PROBLEM STATEMENT
Would you transcribe the entries below word for word, omitting all images?

------------------------------------

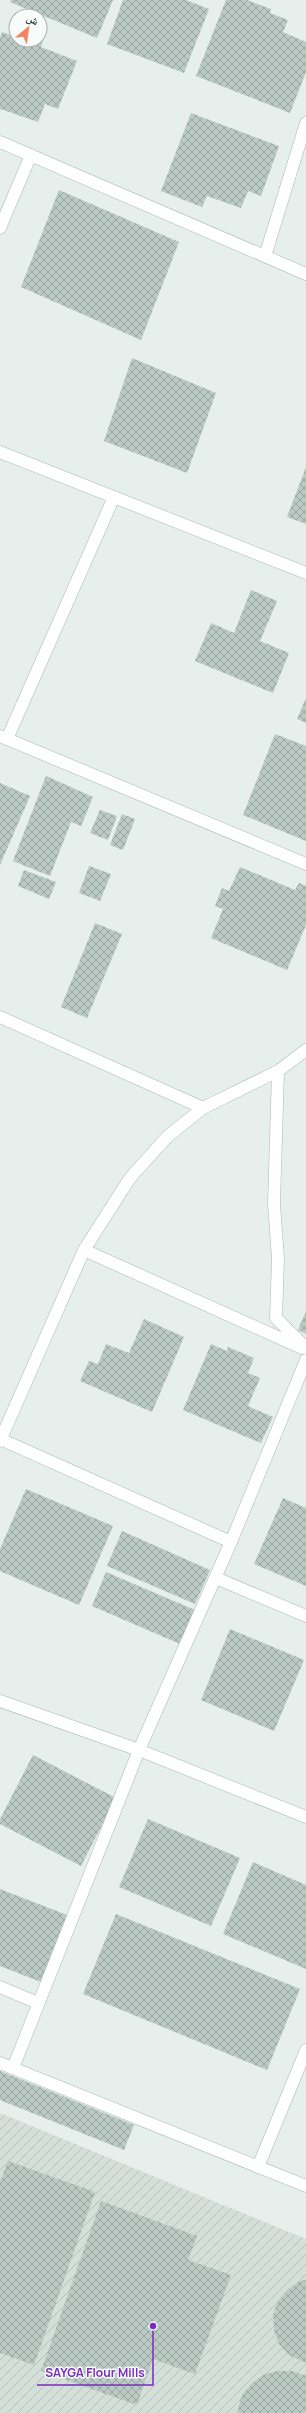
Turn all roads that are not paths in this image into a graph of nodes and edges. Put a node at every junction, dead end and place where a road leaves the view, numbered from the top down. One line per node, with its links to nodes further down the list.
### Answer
1 (306, 123): 5 (street)
2 (0, 142): 3 (street)
3 (31, 155): 4 (street); 5 (street)
4 (0, 228)
5 (265, 256): 6 (street)
6 (306, 274)
7 (0, 452): 8 (street)
8 (114, 497): 9 (street); 10 (street)
9 (306, 573)
10 (4, 738): 11 (street)
11 (306, 864)
12 (0, 1017): 15 (street)
13 (306, 1050): 14 (street)
14 (278, 1071): 15 (street); 17 (street)
15 (203, 1108): 16 (street)
16 (84, 1250): 17 (street); 19 (street)
17 (306, 1349)
18 (306, 1360): 20 (street)
19 (0, 1440): 20 (street)
20 (231, 1542): 21 (street)
21 (216, 1578): 22 (street); 24 (street)
22 (306, 1616)
23 (0, 1701): 24 (street)
24 (139, 1750): 25 (street); 27 (street)
25 (306, 1817)
26 (0, 1987): 27 (street)
27 (38, 2003): 30 (street)
28 (306, 2050): 31 (street)
29 (0, 2063): 30 (street)
30 (13, 2068): 31 (street)
31 (258, 2167): 32 (street)
32 (306, 2186)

------------------------------------

OUTPUT OF THE EXERCISE
Turn all roads that are not paths in this image into a graph of nodes and edges. Put a node at every junction, dead end and place where a road leaves the view, numbered from the top down. One line per node, with its links to nodes further down the list.
### Answer
1 (306, 123): 5 (street)
2 (0, 142): 3 (street)
3 (31, 155): 4 (street); 5 (street)
4 (0, 228)
5 (265, 256): 6 (street)
6 (306, 274)
7 (0, 452): 8 (street)
8 (114, 497): 9 (street); 10 (street)
9 (306, 573)
10 (4, 738): 11 (street)
11 (306, 864)
12 (0, 1017): 15 (street)
13 (306, 1050): 14 (street)
14 (278, 1071): 15 (street); 17 (street)
15 (203, 1108): 16 (street)
16 (84, 1250): 17 (street); 19 (street)
17 (306, 1349)
18 (306, 1360): 20 (street)
19 (0, 1440): 20 (street)
20 (231, 1542): 21 (street)
21 (216, 1578): 22 (street); 24 (street)
22 (306, 1616)
23 (0, 1701): 24 (street)
24 (139, 1750): 25 (street); 27 (street)
25 (306, 1817)
26 (0, 1987): 27 (street)
27 (38, 2003): 30 (street)
28 (306, 2050): 31 (street)
29 (0, 2063): 30 (street)
30 (13, 2068): 31 (street)
31 (258, 2167): 32 (street)
32 (306, 2186)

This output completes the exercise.